The PolyAI ADK was designed with multi-user collaboration in mind.

It allows multiple developers to work on the same Agent Studio project while preserving the same platform guardrails that prevent incompatible or invalid changes from being pushed.

Why this matters

Local workflows are only useful if teams can collaborate safely.

Without guardrails, local editing quickly becomes chaotic:

  • one developer overwrites another’s work
  • invalid resources are pushed upstream
  • branch state becomes unclear
  • review becomes difficult

The ADK is designed to reduce those risks by combining local editing with validation, branching, and synchronization back to Agent Studio.

  • Branch-based work


    Developers can create and switch branches for isolated work.

  • Validation before push


    Local changes can be checked before they are sent back to Agent Studio.

  • Review support


    Changes can be compared and shared for review before merge.

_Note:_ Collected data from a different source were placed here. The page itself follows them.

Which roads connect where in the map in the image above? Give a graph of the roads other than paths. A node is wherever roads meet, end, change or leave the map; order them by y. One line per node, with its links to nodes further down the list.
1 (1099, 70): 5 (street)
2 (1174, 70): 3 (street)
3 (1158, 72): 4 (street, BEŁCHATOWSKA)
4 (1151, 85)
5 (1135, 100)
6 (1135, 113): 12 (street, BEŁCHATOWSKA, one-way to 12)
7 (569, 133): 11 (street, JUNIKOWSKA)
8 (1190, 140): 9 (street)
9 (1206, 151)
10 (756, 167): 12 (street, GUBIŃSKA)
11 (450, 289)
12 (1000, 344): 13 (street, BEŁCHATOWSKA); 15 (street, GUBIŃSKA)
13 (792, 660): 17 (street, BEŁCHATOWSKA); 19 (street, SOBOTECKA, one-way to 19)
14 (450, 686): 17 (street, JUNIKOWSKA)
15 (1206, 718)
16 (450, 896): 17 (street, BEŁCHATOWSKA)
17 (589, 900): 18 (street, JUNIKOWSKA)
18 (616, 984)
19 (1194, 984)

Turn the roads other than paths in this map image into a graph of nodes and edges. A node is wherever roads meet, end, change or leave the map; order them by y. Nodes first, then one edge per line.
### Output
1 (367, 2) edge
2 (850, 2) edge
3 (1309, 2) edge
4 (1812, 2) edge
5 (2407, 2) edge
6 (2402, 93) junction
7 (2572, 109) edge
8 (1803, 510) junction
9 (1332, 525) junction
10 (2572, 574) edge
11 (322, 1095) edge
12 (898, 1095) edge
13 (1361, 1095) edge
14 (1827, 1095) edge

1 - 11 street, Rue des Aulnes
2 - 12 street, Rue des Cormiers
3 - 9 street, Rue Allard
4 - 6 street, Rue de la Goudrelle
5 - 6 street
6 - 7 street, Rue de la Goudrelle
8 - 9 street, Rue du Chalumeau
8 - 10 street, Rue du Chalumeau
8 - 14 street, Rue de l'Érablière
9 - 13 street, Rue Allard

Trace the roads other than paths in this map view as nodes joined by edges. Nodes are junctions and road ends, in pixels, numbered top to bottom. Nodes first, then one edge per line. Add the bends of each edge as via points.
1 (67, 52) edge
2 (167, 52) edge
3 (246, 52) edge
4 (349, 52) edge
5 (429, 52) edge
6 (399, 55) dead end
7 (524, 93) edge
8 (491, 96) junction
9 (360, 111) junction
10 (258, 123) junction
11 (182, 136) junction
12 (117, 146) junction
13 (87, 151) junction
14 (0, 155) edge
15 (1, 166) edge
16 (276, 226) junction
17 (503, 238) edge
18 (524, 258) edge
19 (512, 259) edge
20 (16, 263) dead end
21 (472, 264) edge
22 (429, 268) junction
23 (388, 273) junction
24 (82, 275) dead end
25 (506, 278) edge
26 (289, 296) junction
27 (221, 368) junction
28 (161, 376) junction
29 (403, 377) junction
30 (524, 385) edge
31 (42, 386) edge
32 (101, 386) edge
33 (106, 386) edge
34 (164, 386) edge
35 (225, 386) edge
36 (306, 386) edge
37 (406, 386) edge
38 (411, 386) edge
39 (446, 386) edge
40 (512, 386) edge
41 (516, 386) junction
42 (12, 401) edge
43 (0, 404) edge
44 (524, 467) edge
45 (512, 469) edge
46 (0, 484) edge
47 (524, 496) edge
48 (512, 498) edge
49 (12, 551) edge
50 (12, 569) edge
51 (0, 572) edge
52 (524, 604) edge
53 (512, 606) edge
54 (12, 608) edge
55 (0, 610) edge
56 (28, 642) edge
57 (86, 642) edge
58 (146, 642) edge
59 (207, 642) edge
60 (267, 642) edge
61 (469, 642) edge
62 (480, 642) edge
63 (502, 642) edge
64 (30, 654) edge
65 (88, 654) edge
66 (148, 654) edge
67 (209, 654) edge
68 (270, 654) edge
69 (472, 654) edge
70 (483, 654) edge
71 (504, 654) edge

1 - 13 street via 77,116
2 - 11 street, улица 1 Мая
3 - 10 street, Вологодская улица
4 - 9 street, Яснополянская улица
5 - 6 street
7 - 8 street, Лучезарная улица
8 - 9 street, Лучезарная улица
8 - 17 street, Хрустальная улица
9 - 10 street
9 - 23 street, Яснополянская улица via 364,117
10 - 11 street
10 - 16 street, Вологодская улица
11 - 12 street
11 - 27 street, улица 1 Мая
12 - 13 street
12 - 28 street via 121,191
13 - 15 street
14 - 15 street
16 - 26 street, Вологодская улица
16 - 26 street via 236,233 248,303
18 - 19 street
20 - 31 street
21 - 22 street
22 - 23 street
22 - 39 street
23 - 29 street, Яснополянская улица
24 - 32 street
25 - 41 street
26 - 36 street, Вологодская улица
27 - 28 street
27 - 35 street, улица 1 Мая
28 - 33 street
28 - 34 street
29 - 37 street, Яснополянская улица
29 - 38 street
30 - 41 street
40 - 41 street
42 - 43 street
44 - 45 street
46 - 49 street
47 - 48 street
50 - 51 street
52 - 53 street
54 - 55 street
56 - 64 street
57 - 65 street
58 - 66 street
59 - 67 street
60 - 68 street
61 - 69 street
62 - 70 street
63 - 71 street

  • Platform compatibility


    The CLI helps ensure that pushed changes remain valid for the project.

Branch workflow

A typical collaborative workflow looks like this:

  1. start from the main branch
  2. create a new branch with poly branch create {name}
  3. switch branches as needed with poly branch switch {name}
  4. edit files locally
  5. inspect changes with poly status and poly diff
  6. validate the project with poly validate
  7. push changes with poly push
  8. review the branch in Agent Studio
  9. merge the branch in Agent Studio when ready

You can also use:

  • poly branch list to view available branches
  • poly branch current to check the active branch

Validation as a guardrail

Before pushing, the ADK can validate the project locally.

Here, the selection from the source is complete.